Namun tak bisa dipungkiri selain memilki potensi yang besar, wilayah pesisir juga menyimpan banyak ancaman yang akan dihadapinya. Ancaman tersebut ada karena wilayah pesisir merupakan wilayah yang sangat dinamis, dengan berbagai macam proses fisik, termasuk kenaikan muka air laut, penurunan permukaan tanah (land subsidence), serta erosi-sedimentasi. . Selain itu, wilayah pesisir juga menerima berbagai dampak yang disebabkan oleh aktivitas manusia, sebagai contohnya adalah beban bangunan serta ekstraksi air tanah besar-besaran yang menyebabkan penurunan permukaan tanah. Semua proses tersebut mempengaruhi perubahan garis pantai dan perkembangan bentuk landskap pesisir. Dan berikut beberapa permasalahan yang terjadi di Kota Pekalongan.
1. Banjir Rob
Permasalahan ataupun ancaman yang terjadi pada daerah pesisir Kota Pekalongan yaitu banjir pasang laut atau banjir rob yang semakin parah setiap tahunnya. Menurut Badan Penaggulangan Bencana Daerah (BPBD) Kota Pekalongan bencara banjir rob merupakan masalah utama yang sering terjadi di daerah Pekalongan. Banjir rob atau banjir air pasang merupakan suatu kejadian yang disebabkan oleh kenaikan permukaan air laut secara global (Suhelmi,2009). Menurut Kodoatie (2002), menyatakan bahwa banjir rob merupakan bencana yang berkaitan dengan siklus gerak bulan, sehingga banjir ini terjadi berulang setiap bulannya pada daerah darat dekat pantai. Banjir rob dapat diperkuat dengan curah hujan, sehingga ketika musim hujan banjir rob akan semakin tinggi.

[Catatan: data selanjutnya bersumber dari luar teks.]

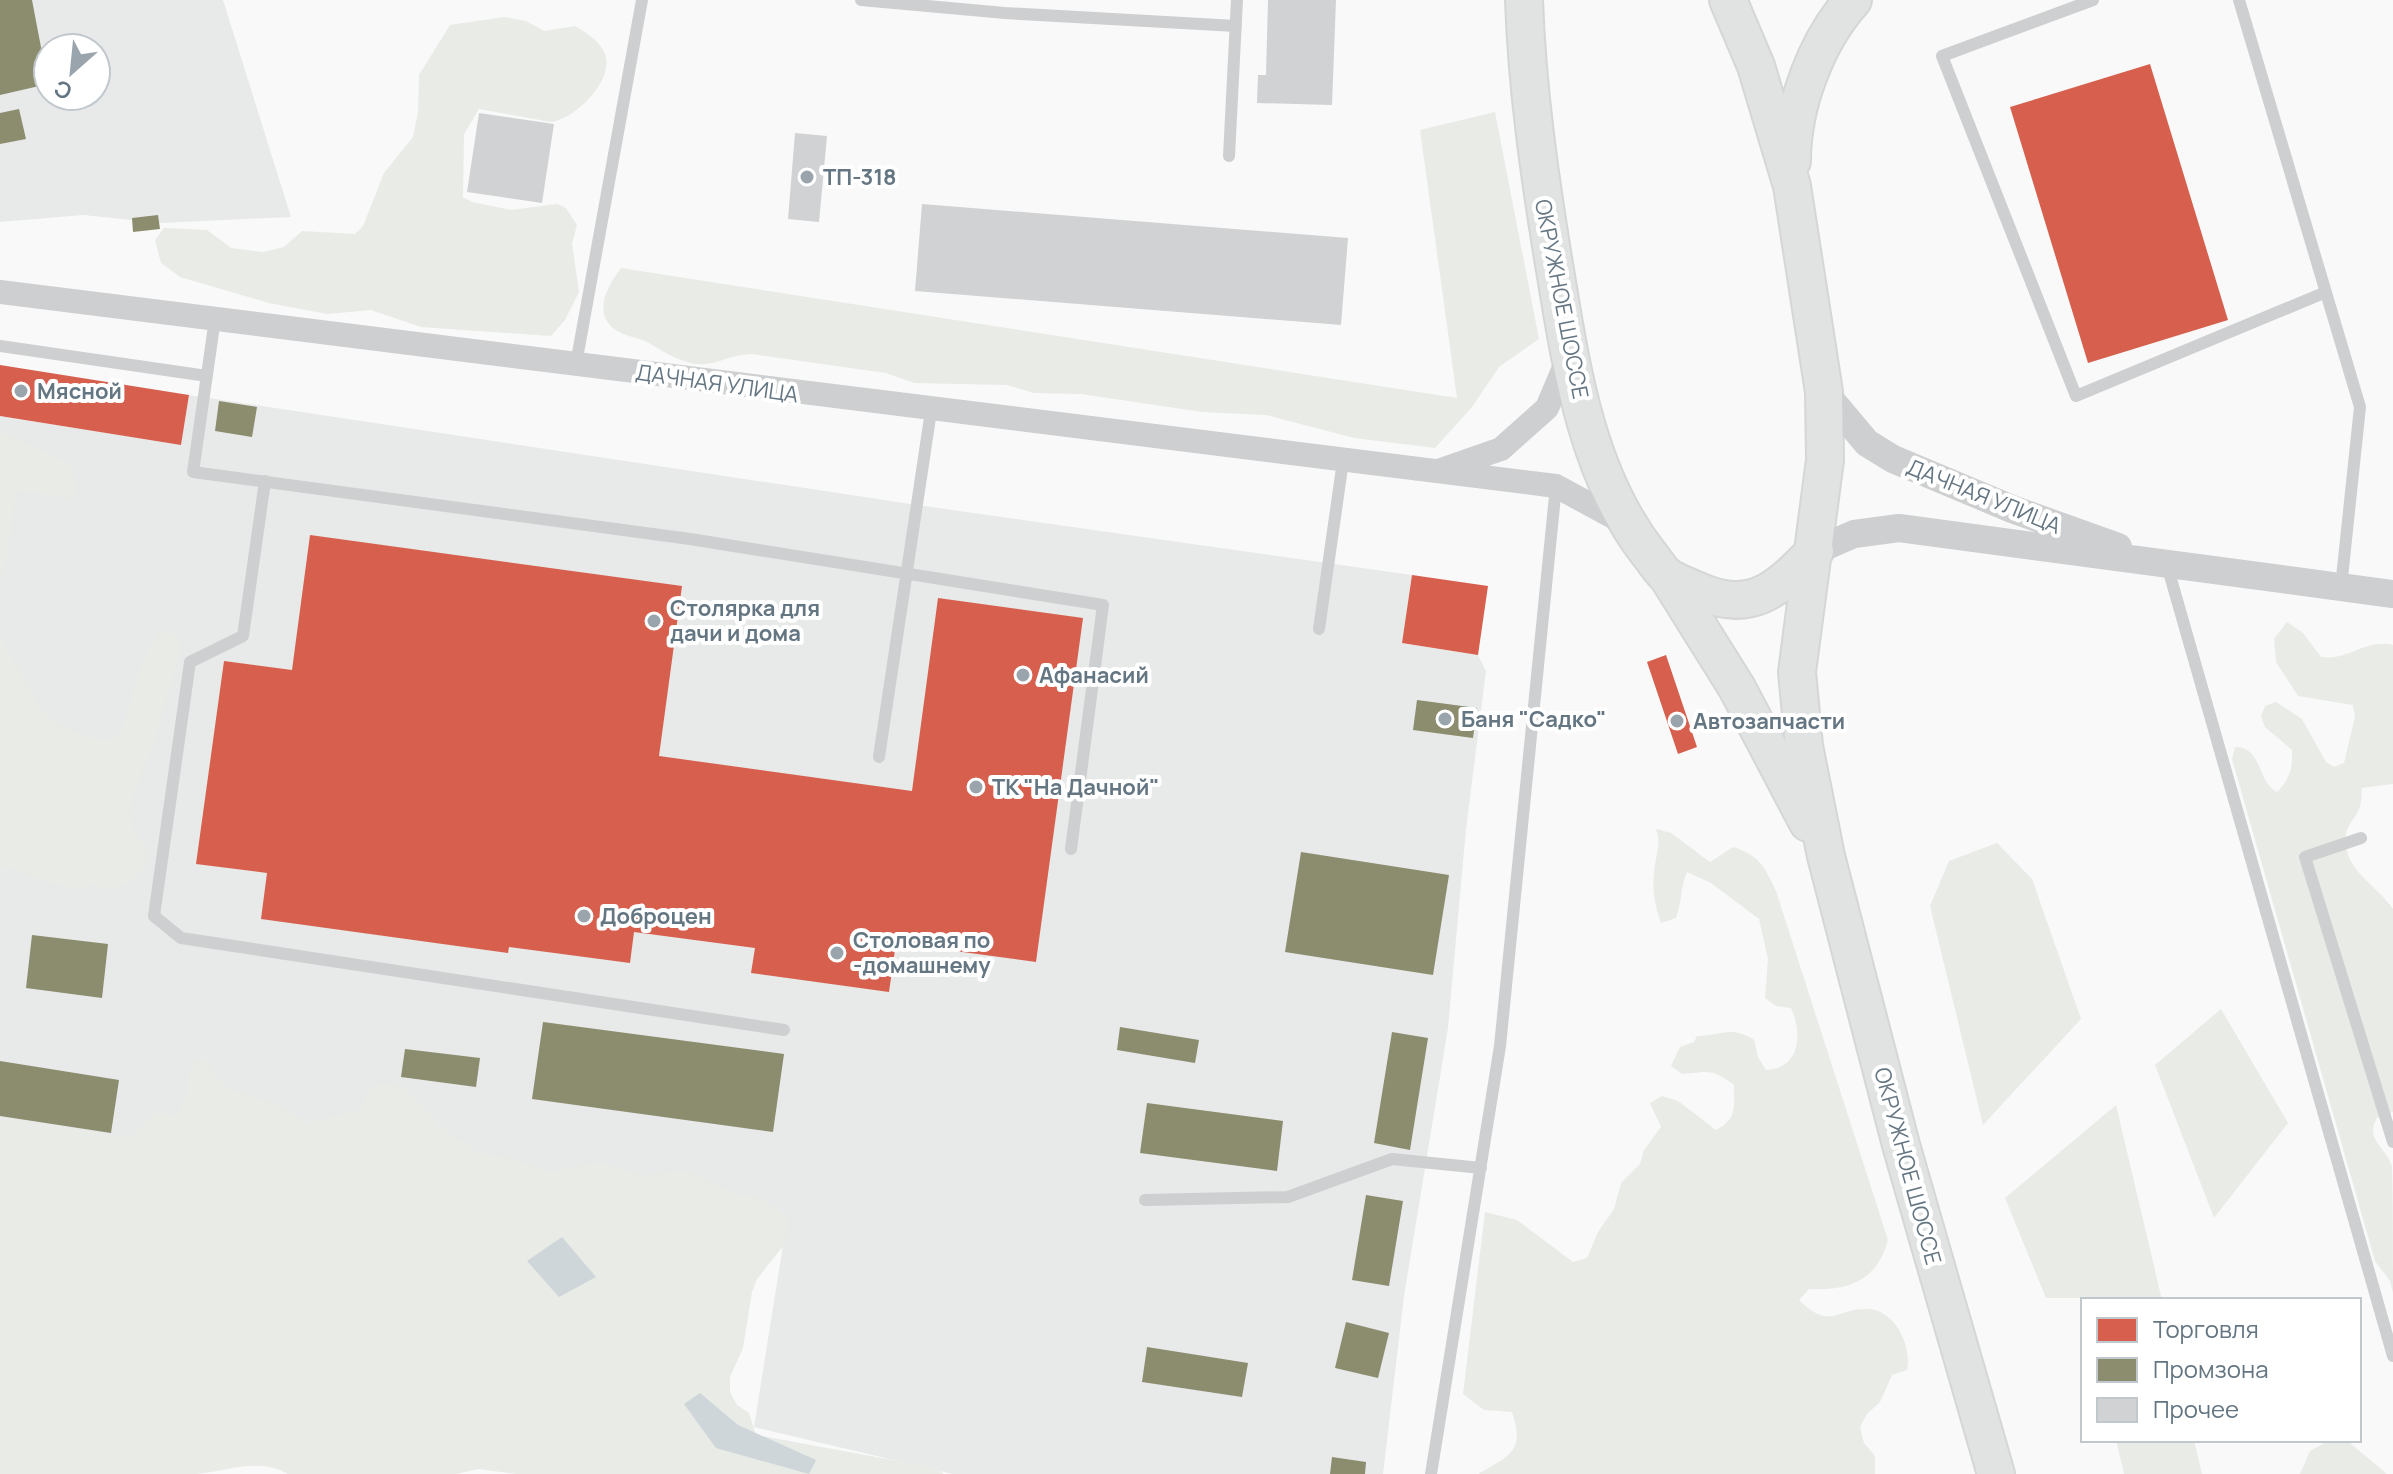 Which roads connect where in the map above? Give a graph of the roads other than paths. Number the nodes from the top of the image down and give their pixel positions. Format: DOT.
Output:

Angga (2019) menyebutkan bahwa sejak tahun 2002 Pekalongan sudah terjadi banjir rob dan merupakan kota yang terdampak langsung dari perubahan iklim dengan adanya banjir rob. Pada tahun 2018 kemarin 31% pesisir pekalongan sudah tergenang air laut bahkan secara permanen dan terus-menurus meluas. Dan pada bulan februari 2020 banjir di kota pekalongan semakin meluas, seperti yang disebutkan Kepala BPBD Kota Pekalongan, Sasmita menyebutkan 80 persen dari luas wilyah kota Pekalongan terendam banjir. Hardoyo (2014) menjelaskan bahwa banjir rob di daerah pesisir disebabkan oleh faktor alam, kegiatan manusia dan degradasi lingkungan.

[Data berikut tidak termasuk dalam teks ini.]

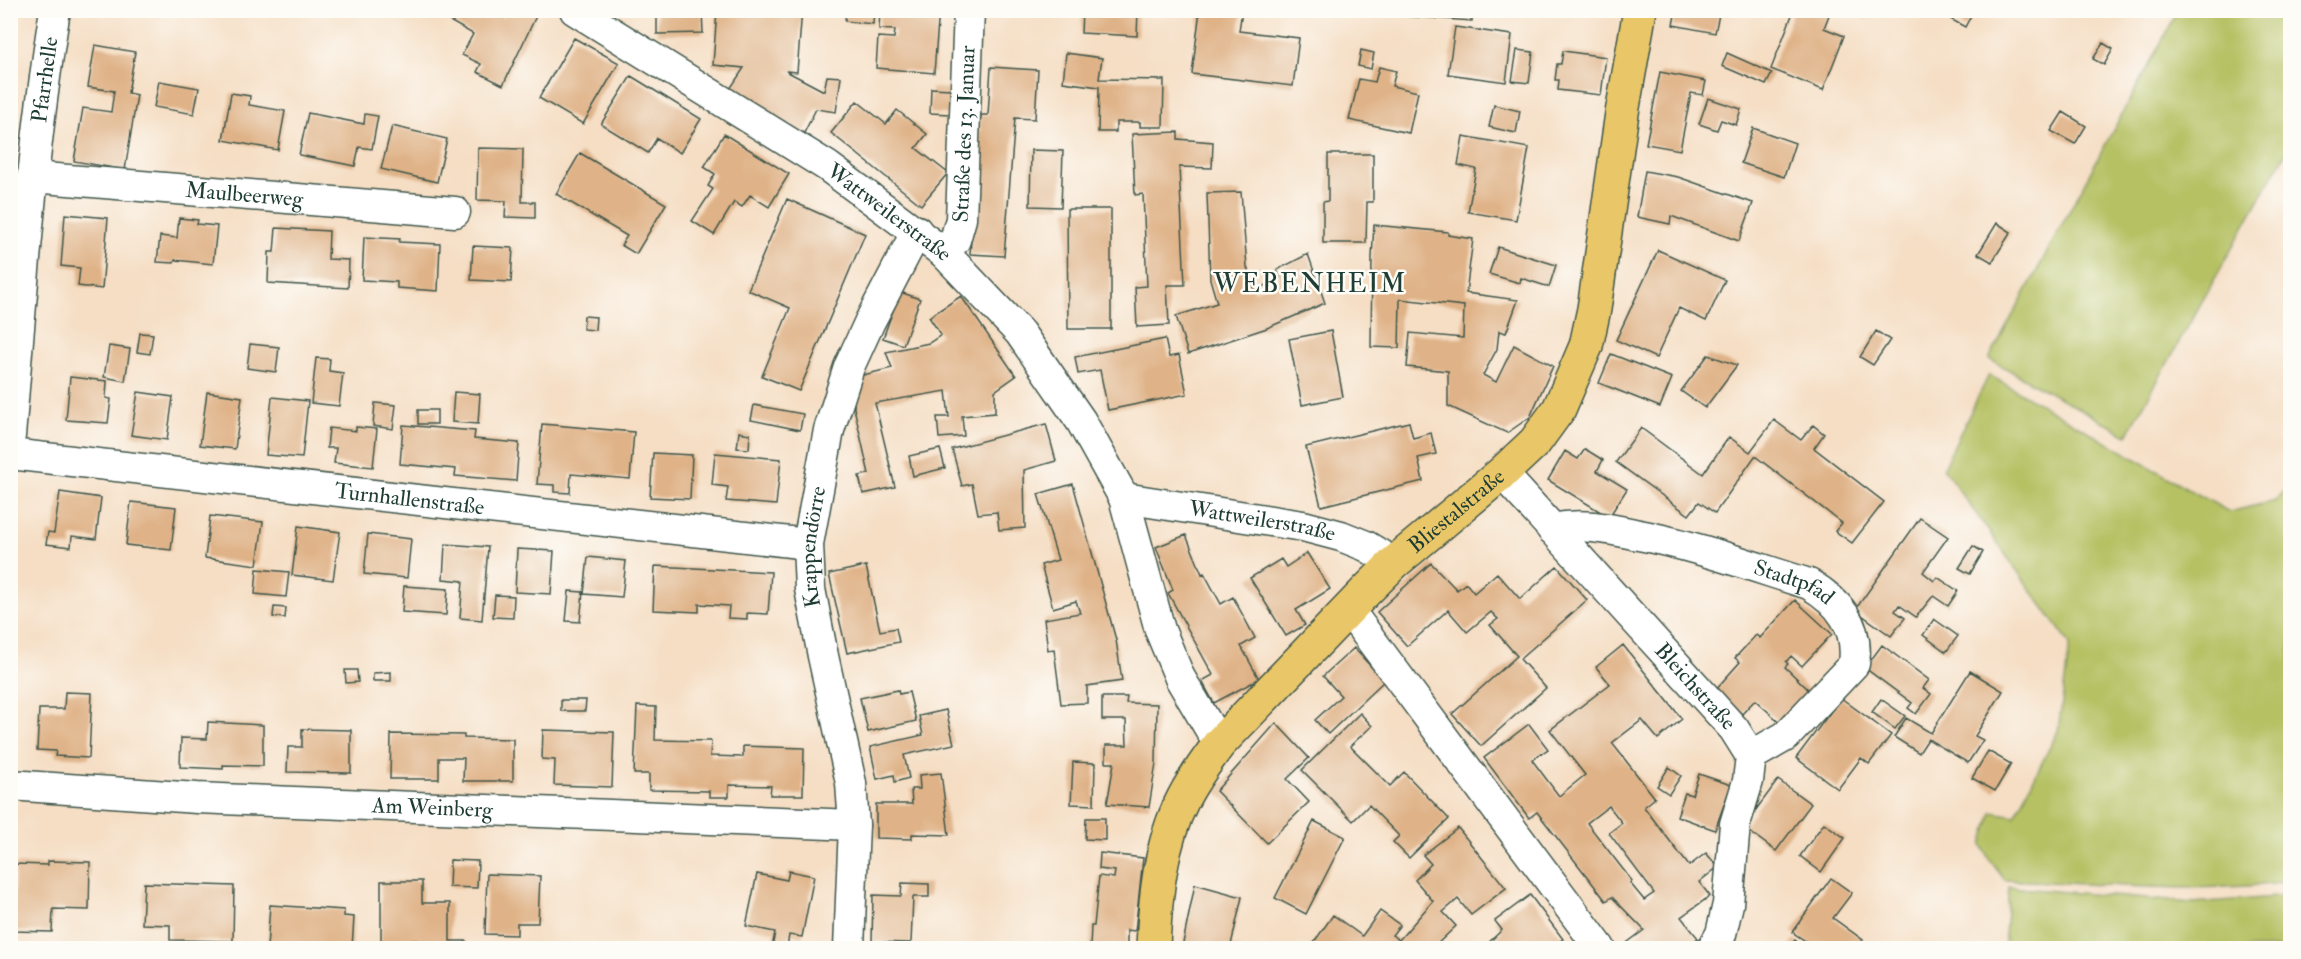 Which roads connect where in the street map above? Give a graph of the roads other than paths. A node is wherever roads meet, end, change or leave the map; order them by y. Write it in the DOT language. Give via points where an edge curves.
graph roads {
  1 [pos="56,10"];
  2 [pos="575,10"];
  3 [pos="969,10"];
  4 [pos="1640,10"];
  5 [pos="32,177"];
  6 [pos="455,212"];
  7 [pos="917,231"];
  8 [pos="944,253"];
  9 [pos="10,436"];
  10 [pos="10,454"];
  11 [pos="1502,473"];
  12 [pos="1124,498"];
  13 [pos="1552,530"];
  14 [pos="808,544"];
  15 [pos="1394,563"];
  16 [pos="1348,609"];
  17 [pos="1219,744"];
  18 [pos="1751,756"];
  19 [pos="10,785"];
  20 [pos="854,825"];
  21 [pos="849,948"];
  22 [pos="1153,948"];
  23 [pos="1600,948"];
  24 [pos="1713,948"];
  1 -- 5 [label="street, Pfarrhelle"];
  2 -- 7 [label="street, Wattweilerstraße" via="827,166"];
  3 -- 8 [label="street, Straße des 13. Januar" via="961,219 955,240"];
  4 -- 11 [label="main road, Bliestalstraße" via="1586,346 1559,409 1535,442"];
  5 -- 6 [label="street, Maulbeerweg"];
  5 -- 9 [label="street, Pfarrhelle"];
  7 -- 8 [label="street, Wattweilerstraße"];
  7 -- 14 [label="street, Krappendörre" via="849,367 829,430"];
  8 -- 12 [label="street, Wattweilerstraße" via="1020,333 1081,421"];
  10 -- 14 [label="street, Turnhallenstraße"];
  11 -- 13 [label="street, Bleichstraße"];
  11 -- 15 [label="main road, Bliestalstraße"];
  12 -- 15 [label="street, Wattweilerstraße" via="1303,526 1366,546"];
  12 -- 17 [label="street, Wattweilerstraße" via="1160,630 1180,678"];
  13 -- 18 [label="street, Bleichstraße" via="1734,729"];
  13 -- 18 [label="street, Stadtpfad" via="1590,525 1672,541 1809,584 1825,593 1854,634 1854,664 1786,736"];
  14 -- 20 [label="street, Krappendörre" via="810,589 849,772"];
  15 -- 16 [label="main road, Bliestalstraße"];
  16 -- 17 [label="main road, Bliestalstraße"];
  16 -- 23 [label="street"];
  17 -- 22 [label="main road, Bliestalstraße" via="1182,800 1170,834 1155,903"];
  18 -- 24 [label="street" via="1735,824 1728,904 1721,934"];
  19 -- 20 [label="street, Am Weinberg" via="197,798"];
  20 -- 21 [label="street, Krappendörre"];
}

Secara topografi letak Pekalongan yang berada di pesisir pantai utara Jawa membuat Kota Pekalongan berada pada ketinggian 0-6 meter diatas permukaan laut (mdpl), dengan kemiringan lereng 0-8%. Kondisi ini menggambarkan bahwasannya daerah kota Pekalongan ini sangat datar, beda tinggi permukaan yang sangat kecil dengan laut bahkan ada beberapa daerah yang berada dibawah permukaan laut. Kondisi tersebut mengindikasikan di daerah Kota Pekalongan mengalamai penurunan ketinggian muka tanah atau terjadi degradasi tanah. Dan berdasarkan jurnal ilmiah yang ditulis, Angga (2019) menyebutkan Kota Pekalongan merupakan kota dengan tingkat penurunan tanah tercepat di Indonesia.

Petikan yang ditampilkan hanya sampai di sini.